|
Kepala BNN Komjen Budi Waseso |
BAPANAS- Keberhasilan aparat keamanan menggagalkan masuknya 1,2 juta butir pil ekstasi dari Belanda ke pasar dalam negeri pada 21 Juli 2017 layak disyukuri.
Dengan suksesnya operasi ini, banyak orang yang dapat diselamatkan dari bahaya narkoba. Dari fakta tersebut, menunjukkan betapa negeri ini masih menjadi sasaran empuk jaringan bandar narkoba lintas negara.
Sebelumnya pada 13 Juli 2017, juga berhasil digagalkan penyelundupan satu ton sabu berkat kerja sama yang baik dengan kepolisian Taiwan.
Kesuksesan aparat negara mencegah masuknya 1,2 juta butir ekstasi ke pasar Indonesia itu menambah panjang kisah sukses aparat terkait menggagalkan upaya jahat sindikat perdagangan narkoba trans-nasional.

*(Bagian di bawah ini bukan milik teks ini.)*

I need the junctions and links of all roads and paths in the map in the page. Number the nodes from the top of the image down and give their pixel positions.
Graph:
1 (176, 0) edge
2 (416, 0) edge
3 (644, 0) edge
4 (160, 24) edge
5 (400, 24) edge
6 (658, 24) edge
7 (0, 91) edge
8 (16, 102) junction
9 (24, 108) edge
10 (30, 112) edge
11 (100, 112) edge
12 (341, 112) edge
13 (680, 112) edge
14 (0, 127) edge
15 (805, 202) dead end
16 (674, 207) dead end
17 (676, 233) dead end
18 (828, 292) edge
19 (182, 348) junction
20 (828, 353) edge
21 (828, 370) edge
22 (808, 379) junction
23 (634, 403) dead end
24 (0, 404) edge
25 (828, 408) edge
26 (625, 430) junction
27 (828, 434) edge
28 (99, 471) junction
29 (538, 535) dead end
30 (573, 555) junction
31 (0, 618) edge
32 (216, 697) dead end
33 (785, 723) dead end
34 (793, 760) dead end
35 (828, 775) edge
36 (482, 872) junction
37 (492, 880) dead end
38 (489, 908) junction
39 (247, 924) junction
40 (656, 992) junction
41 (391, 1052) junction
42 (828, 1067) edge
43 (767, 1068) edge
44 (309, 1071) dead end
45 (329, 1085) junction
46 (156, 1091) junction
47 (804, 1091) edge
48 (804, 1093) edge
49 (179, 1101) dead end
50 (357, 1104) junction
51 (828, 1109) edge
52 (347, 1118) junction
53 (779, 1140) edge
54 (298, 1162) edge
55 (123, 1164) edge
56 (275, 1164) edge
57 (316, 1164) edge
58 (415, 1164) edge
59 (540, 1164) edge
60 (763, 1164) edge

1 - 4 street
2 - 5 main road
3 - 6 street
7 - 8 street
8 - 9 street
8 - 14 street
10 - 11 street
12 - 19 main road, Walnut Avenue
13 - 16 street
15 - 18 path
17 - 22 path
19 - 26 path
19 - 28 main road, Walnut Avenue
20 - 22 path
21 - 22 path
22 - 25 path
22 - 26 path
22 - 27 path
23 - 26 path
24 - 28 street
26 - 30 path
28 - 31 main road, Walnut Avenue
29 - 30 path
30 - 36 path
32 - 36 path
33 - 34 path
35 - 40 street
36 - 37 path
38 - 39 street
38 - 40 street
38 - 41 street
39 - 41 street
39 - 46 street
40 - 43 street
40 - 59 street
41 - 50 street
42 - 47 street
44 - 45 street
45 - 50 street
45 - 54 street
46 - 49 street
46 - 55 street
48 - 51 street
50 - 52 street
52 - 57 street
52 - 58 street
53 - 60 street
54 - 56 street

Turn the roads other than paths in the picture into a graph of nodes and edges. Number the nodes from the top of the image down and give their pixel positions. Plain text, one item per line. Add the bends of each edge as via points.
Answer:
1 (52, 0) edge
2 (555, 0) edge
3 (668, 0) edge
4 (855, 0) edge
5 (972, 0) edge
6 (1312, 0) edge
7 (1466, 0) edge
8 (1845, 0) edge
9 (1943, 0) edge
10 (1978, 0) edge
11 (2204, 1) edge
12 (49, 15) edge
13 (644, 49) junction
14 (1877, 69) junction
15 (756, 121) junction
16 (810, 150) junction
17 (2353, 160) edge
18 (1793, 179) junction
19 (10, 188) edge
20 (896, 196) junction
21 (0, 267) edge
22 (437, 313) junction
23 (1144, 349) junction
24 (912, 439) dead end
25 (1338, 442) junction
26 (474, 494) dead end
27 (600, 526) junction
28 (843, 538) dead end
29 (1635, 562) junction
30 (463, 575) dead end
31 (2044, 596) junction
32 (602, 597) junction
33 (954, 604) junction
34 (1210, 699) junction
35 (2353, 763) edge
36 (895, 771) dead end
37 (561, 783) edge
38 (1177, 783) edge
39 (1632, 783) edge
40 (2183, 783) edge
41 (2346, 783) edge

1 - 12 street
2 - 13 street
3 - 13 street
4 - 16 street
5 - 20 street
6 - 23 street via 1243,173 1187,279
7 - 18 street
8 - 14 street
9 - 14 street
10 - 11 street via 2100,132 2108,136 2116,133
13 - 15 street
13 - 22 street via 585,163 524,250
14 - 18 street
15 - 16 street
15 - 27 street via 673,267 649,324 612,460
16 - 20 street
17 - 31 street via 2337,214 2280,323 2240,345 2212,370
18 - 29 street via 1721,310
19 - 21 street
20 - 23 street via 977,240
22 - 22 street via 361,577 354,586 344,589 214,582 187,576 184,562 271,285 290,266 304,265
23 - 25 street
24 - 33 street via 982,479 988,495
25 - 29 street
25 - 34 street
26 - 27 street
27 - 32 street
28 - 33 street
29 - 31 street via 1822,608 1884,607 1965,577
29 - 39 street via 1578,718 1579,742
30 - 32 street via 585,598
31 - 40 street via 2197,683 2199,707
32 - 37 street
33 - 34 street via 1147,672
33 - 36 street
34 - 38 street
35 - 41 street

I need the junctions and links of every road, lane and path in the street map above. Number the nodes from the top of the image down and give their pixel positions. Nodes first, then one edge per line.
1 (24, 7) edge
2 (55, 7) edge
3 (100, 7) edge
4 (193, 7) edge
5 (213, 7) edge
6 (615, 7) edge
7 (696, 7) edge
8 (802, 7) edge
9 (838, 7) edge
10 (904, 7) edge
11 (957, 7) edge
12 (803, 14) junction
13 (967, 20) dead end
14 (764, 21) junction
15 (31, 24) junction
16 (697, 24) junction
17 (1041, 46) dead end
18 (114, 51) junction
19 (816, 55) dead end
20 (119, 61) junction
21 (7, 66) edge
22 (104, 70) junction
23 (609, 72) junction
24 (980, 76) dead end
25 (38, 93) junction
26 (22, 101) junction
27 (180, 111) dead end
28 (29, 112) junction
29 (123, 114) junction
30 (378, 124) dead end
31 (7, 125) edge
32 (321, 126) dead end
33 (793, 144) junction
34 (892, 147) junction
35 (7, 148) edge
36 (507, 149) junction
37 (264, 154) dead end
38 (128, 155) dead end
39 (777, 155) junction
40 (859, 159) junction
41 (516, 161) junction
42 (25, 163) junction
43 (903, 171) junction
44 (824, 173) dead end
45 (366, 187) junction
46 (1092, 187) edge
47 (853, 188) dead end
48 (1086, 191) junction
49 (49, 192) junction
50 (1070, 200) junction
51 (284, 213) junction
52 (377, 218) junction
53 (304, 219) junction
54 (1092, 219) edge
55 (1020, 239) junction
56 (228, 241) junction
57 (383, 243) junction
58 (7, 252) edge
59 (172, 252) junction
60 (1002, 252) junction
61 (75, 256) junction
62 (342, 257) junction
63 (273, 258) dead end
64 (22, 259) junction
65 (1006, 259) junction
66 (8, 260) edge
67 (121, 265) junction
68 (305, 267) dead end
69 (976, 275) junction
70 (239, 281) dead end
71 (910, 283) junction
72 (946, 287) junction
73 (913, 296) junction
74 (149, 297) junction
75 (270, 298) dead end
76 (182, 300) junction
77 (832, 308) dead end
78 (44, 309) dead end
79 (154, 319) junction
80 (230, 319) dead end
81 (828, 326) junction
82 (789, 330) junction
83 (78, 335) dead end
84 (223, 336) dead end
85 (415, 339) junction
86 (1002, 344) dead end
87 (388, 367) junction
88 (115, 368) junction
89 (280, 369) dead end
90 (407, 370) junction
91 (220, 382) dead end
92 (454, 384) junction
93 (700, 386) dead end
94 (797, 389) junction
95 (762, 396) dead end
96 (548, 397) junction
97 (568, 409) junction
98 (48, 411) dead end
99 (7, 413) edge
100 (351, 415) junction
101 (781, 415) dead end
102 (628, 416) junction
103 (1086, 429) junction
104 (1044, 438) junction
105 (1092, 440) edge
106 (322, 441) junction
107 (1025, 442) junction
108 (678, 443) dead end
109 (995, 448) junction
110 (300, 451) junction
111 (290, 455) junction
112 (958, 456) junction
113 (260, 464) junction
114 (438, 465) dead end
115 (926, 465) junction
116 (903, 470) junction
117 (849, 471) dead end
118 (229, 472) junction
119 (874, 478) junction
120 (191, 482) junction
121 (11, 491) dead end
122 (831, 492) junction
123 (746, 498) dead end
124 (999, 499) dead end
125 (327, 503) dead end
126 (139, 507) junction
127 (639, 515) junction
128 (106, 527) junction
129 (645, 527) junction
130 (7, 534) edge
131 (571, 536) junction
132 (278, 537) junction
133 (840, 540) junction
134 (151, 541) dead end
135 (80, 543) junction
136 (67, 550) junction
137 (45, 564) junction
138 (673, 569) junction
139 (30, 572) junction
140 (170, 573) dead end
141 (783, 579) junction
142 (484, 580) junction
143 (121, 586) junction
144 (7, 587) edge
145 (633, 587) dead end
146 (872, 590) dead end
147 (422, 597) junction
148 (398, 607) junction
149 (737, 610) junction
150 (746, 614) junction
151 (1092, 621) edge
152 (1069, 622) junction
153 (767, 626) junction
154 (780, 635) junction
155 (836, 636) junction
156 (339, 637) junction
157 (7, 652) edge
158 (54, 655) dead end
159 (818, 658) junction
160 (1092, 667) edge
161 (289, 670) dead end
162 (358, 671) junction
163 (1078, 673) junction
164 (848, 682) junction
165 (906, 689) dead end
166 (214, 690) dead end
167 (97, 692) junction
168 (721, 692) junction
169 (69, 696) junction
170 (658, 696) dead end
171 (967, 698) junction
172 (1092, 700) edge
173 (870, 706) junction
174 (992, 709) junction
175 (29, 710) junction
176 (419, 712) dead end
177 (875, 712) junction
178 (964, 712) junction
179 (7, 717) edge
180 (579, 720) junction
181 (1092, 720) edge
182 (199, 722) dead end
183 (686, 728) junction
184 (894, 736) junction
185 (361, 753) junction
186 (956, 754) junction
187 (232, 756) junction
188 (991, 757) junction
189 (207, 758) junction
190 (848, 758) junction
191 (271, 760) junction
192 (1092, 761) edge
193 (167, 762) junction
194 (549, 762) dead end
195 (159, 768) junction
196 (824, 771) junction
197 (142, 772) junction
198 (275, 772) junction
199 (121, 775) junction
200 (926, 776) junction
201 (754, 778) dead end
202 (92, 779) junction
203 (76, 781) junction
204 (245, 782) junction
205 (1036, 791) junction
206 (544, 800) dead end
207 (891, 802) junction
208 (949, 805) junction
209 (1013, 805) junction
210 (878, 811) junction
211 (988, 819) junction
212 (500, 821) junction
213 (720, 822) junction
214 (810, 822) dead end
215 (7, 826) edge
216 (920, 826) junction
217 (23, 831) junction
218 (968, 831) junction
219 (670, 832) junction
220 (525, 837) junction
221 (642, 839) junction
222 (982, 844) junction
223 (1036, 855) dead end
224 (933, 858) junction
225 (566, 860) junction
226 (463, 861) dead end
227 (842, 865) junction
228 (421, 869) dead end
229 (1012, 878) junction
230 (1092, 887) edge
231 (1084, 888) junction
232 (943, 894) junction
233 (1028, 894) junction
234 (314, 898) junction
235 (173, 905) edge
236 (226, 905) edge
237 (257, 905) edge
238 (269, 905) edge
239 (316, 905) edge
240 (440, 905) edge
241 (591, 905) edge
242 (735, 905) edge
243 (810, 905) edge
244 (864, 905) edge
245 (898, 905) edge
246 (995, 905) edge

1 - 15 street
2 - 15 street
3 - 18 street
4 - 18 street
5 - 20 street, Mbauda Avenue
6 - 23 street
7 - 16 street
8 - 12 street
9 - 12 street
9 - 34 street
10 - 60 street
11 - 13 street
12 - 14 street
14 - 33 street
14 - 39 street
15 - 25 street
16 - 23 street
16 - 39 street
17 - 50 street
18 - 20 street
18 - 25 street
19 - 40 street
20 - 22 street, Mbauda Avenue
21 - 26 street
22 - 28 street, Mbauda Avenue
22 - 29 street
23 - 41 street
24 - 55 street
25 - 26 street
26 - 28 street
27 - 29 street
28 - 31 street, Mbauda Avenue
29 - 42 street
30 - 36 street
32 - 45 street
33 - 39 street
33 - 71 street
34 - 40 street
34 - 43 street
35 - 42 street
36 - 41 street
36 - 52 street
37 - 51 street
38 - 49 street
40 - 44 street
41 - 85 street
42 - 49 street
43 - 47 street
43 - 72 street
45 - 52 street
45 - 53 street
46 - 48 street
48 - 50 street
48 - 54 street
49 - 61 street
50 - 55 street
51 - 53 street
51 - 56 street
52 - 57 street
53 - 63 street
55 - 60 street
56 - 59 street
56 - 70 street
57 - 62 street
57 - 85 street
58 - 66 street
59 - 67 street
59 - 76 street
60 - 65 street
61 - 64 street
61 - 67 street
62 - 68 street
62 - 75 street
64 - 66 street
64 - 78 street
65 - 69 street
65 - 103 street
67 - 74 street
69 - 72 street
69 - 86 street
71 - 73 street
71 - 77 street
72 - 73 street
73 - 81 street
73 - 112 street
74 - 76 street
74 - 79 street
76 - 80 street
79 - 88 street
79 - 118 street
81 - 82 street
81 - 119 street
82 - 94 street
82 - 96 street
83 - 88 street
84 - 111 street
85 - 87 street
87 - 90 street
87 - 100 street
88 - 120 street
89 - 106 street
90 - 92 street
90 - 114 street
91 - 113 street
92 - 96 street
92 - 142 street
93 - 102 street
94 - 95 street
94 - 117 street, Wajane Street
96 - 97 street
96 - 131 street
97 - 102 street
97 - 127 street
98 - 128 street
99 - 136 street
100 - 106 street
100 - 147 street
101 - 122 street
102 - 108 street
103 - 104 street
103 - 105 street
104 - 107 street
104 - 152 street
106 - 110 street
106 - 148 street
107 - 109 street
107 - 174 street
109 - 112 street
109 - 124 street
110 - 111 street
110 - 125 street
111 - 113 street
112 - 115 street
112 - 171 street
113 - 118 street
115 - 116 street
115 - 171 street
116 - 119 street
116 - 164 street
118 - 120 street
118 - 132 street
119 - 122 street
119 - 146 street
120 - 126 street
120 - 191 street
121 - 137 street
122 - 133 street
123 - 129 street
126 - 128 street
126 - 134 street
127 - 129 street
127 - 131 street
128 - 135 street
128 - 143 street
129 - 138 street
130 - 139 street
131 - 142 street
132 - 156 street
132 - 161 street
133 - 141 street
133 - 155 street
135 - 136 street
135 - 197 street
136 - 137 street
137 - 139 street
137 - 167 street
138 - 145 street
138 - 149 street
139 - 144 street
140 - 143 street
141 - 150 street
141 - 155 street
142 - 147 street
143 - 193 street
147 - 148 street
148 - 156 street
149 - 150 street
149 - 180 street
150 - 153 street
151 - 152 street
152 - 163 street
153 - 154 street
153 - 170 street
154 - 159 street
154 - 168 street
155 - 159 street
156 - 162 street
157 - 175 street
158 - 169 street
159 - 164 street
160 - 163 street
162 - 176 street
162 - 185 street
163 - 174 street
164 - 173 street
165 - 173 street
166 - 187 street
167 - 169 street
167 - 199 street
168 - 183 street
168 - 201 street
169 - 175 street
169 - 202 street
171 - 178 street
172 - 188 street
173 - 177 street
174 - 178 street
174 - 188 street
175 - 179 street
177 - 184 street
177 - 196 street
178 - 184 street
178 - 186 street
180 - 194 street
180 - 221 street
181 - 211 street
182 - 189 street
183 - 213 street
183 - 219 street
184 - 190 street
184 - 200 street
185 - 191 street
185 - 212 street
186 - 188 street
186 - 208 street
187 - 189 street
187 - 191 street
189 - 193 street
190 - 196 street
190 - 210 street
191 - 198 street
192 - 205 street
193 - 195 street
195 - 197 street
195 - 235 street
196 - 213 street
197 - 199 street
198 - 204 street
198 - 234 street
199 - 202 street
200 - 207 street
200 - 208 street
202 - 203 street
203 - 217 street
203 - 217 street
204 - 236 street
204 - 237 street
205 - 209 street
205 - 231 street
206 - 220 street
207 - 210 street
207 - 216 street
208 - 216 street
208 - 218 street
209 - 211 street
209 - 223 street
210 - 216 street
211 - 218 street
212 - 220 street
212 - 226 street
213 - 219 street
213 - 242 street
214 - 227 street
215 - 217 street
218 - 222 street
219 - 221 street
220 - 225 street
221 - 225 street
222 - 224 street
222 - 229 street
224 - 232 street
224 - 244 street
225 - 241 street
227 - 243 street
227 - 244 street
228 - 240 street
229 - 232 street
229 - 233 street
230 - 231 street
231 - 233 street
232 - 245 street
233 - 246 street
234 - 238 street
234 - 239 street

Aparat saat itu menangkap tersangka LKC alias Acung yang menerima ekstasi di sebuah gudang di Paki Haji, Kabupaten Tangerang. Dalam kasus penyelundupan 1,2 juta butir pil ekstasi dari Belanda itu.
Para tersangka mengungkapkan bahwa seorang narapidana (napi) yang mendekam di Lembaga Pemasyarakatan (Lapas) Nusakambangan, Jawa Tengah, mengendalikan sindikat penyelundupan narkoba tersebut.
“Dari interogasi itu diketahui bahwa Acung dikendalikan seorang napi dari Lapas Nusakambangan atas nama Aseng,” tutur Direktur Tipid Narkoba, Brigjen Eko Daniyanto, beberapa waktu lalu.
Pengakuan tersebut menunjukkan bahwa lapas belum sepenuhnya berhasil difungsikan sebagai tempat bagi para napi kembali menjadi “manusia seutuhnya” yang menyadari kesalahan, memperbaiki diri, dan tidak mengulangi lagi tindak pidana yang pernah dilakukannya.
Pengakuan itu justru mengonfirmasi apa yang pernah diingatkan mantan Menko Polhukam, Luhut B Pandjaitan, bahwa 75 persen peredaran narkoba di Tanah Air dikendalikan dari penjara.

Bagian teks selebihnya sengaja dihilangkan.